|Roe, Garvin Push for AG Opinion on Sales Taxes for Rural Ambulance Services |
Rep. Cynthia Roe, R-Lindsay, and Sen. Jessica Garvin, R-Duncan, have requested an opinion from Oklahoma Attorney General Gentner Drummond regarding the distribution of county sales tax revenue to support private businesses providing a public service.
In April 2021, Garvin County voters approved Proposition No. 2, which would set aside a portion of sales tax toward Emergency Management Services (EMS) in certain rural areas that did not previously maintain emergency services.
Roe said that questions have arisen regarding the use of sales tax revenue to contract with private, for-profit entities providing ambulance services and, as a result, these set-aside tax dollars remain untouched.
“I’ve heard from many of my constituents that they didn’t realize private ambulance services wouldn’t be allowed to tap into county sales tax funds,” Roe said. “After looking into this, we realized that communities across the state are in a similar bind.

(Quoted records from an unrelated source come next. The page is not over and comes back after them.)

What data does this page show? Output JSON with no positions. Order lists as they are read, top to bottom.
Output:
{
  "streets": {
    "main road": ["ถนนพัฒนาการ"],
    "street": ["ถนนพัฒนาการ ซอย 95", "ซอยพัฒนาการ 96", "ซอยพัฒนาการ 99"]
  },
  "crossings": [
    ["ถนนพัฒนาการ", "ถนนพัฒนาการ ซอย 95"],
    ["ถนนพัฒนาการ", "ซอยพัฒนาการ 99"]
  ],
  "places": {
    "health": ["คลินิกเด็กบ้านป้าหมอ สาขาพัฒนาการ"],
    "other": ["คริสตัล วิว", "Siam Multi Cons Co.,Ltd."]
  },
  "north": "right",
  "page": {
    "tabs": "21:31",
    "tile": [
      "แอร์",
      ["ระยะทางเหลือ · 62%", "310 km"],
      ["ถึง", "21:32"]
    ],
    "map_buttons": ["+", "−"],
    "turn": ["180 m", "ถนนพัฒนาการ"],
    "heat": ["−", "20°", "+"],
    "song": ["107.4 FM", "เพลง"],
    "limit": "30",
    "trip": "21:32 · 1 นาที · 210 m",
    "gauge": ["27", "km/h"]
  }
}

The Garvin County sales tax increase was approved to support emergency services, but these businesses are prevented from receiving this funding to support them and expand their ambulance services. This leaves those tax dollars untouched when voters said there was a dire need in rural Oklahoma for these services.”
“Rural Oklahomans are already struggling to get access to vital health care services. Representative Roe and I are committed to working with other local and state officials, along with our state agencies, to find a common-sense solution that will benefit every county and every Oklahoman,” Garvin said. “Residents of this state should not have to worry about losing life-saving services over a technicality, and I’m certain we can come up with a solution soon.”
Roe and Garvin are working with the district attorneys within their districts, as well as from across the state, and have reached out to the Attorney General’s office to receive an opinion.
A similar issue arose in 2004 when some Oklahoma towns assessed a fee onto water bills with the intention of setting aside that fee for EMS, including privately-owned ambulance services. The official opinion from then-Attorney General Drew Edmondson concluded that these fees could be provided to privately-owned ambulance services because they provided a public service.